I am reading this about a cup and i literally have apple slices in it :XD



Bunniculla said:


> It’s extremely like attention deficiency. I just can’t focus on one thing. I can never just do ONE thing and be satisfied. It’s like a weird urge to multi task all the time


THIS! i hate this! :sad:
I feel like if i am not doing multiple things at the same time, like the time is being wasted, and sometimes when i am interacting with people i have a hard time just focusing on them and keep doing other things in the mean time, which i think most find annoying...


----------



## sippingcappucino (Sep 23, 2017)

Jewl said:


> Well, maybe except for the "getting out of my head" bit. Sometimes I am so focused on things outside of myself that I start feeling like I'm watching everything unfold, I'm watching people and things and ideas and they're moving and changing and it's very exciting - and I feel like an outsider sometimes, like an observer.


Hm, I've always felt that watching people and things and ideas is something I do inside my head. I guess you are extremely in one with the environment instead of imagining if you are doing that. However, the only time I feel truly _one_ with my environment is when I am not doing any of the observation. I am not collecting data, I am not drawing different conclusions in my head. I am merely interacting. Now, all of the things mentioned above is natural during interaction. However, there is a sense of detachment when I withdraw into my head to observe. I am not just talking or making a conclusion if I like this person or not. It's much deeper than that.

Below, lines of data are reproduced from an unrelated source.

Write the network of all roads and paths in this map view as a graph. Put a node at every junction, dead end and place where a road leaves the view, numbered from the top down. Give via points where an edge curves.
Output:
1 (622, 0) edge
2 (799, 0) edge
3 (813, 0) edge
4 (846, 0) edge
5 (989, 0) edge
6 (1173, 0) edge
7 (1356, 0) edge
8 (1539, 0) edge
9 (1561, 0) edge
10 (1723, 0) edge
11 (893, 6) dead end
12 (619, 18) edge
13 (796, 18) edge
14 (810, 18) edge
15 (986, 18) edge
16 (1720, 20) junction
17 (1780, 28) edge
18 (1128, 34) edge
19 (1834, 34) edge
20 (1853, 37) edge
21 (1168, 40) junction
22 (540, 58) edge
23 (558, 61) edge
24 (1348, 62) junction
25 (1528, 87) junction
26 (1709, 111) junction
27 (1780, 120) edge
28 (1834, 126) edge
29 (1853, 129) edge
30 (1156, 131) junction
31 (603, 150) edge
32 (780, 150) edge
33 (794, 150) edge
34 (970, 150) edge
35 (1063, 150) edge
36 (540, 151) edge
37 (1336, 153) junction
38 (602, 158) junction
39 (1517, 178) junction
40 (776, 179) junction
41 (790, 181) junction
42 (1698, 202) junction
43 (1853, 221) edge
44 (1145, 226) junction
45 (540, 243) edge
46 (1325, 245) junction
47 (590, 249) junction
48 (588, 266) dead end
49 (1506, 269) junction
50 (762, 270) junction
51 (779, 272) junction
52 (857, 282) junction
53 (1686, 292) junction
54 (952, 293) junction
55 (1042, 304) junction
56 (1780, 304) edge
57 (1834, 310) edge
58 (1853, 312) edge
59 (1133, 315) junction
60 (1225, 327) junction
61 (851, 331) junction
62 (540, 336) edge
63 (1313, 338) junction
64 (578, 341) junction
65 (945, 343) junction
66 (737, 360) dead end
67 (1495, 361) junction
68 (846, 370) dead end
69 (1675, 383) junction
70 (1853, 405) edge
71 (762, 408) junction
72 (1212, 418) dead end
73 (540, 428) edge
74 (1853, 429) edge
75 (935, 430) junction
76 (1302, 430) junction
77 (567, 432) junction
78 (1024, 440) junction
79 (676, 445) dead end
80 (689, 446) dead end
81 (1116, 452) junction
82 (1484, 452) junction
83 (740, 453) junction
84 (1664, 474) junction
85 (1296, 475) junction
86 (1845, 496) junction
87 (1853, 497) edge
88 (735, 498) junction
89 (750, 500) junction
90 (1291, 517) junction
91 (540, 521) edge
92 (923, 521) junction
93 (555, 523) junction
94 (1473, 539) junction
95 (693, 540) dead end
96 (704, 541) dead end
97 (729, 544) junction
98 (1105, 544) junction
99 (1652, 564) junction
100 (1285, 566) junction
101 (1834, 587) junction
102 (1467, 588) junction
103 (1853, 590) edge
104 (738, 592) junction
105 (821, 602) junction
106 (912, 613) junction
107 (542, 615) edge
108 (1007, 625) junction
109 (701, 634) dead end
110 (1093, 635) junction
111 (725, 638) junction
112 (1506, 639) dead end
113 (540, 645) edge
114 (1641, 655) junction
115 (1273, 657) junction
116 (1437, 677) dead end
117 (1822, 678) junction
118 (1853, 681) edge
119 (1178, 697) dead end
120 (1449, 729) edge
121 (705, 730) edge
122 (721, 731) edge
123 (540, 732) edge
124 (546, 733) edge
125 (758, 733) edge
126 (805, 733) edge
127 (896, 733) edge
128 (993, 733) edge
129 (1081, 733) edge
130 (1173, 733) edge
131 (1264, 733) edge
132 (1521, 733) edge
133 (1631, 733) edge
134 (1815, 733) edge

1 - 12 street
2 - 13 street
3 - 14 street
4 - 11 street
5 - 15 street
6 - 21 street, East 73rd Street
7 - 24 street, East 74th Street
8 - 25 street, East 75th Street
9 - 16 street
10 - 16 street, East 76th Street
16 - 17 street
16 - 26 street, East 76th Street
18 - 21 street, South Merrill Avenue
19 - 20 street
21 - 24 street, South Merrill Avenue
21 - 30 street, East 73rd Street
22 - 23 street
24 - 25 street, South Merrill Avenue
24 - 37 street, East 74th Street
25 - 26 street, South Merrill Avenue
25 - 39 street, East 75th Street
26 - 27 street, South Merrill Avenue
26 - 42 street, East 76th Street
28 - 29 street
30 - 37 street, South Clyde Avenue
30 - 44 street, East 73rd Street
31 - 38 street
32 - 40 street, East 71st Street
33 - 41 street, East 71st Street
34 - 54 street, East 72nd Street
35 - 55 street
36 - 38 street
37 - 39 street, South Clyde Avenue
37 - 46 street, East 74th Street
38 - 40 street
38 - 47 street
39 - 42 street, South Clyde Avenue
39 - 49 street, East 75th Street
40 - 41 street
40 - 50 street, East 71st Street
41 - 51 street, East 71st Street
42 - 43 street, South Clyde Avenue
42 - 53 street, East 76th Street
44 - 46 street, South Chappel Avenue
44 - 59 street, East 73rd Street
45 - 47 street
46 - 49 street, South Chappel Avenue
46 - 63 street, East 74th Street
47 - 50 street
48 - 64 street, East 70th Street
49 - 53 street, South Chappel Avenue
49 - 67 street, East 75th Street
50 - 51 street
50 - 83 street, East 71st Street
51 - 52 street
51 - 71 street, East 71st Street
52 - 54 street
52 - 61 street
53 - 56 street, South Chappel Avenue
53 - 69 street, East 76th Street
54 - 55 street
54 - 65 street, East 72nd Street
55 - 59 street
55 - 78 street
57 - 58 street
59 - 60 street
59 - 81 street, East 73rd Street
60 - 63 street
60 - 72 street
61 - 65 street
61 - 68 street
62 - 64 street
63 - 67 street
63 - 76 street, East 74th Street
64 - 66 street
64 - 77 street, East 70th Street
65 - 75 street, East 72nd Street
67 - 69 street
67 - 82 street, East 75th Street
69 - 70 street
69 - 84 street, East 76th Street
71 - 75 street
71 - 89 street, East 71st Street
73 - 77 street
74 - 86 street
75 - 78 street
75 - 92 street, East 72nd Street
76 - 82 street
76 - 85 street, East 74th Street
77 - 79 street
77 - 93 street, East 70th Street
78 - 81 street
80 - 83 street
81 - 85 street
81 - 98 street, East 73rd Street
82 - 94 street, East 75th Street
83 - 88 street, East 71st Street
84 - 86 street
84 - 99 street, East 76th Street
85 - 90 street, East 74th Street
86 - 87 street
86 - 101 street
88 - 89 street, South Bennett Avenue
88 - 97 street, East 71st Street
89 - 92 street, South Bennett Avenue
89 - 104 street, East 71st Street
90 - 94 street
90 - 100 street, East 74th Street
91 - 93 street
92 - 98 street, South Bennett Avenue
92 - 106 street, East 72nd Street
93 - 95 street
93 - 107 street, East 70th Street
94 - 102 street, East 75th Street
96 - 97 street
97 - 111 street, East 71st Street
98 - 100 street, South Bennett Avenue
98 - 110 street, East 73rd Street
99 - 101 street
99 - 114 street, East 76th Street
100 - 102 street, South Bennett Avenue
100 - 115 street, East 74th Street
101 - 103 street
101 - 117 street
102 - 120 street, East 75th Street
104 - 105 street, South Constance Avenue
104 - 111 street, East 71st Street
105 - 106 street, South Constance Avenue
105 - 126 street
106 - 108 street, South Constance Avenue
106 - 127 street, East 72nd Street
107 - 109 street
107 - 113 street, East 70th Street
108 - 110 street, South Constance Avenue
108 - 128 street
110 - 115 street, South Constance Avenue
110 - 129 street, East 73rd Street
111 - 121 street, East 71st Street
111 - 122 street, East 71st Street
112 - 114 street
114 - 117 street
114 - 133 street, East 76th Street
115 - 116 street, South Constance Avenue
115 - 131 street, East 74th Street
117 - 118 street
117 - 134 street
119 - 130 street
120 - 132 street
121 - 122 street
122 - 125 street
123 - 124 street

When I am in that observer-mode, what they are saying rarely has to do with anything. I get in tune with their tone, their body language, their gestures, and their choice of words. I am always looking for the intention of the conversation rather than taking it face-value. So, I am inside my head. I am not there to interact with the environment face-to-face. I am doing something else entirely.

I think it's kind of similar to the way Ni-users sit and observe. However, I am able to mask my observations because of the outward quality of Ne. I seem like I am interacting with my surroundings. In fact, I am. It's just a lot more detached than the way I think Se-users would do it, because I have a separate narrative inside my head.



> Legitimately, these weird small normal things can seriously trip me up.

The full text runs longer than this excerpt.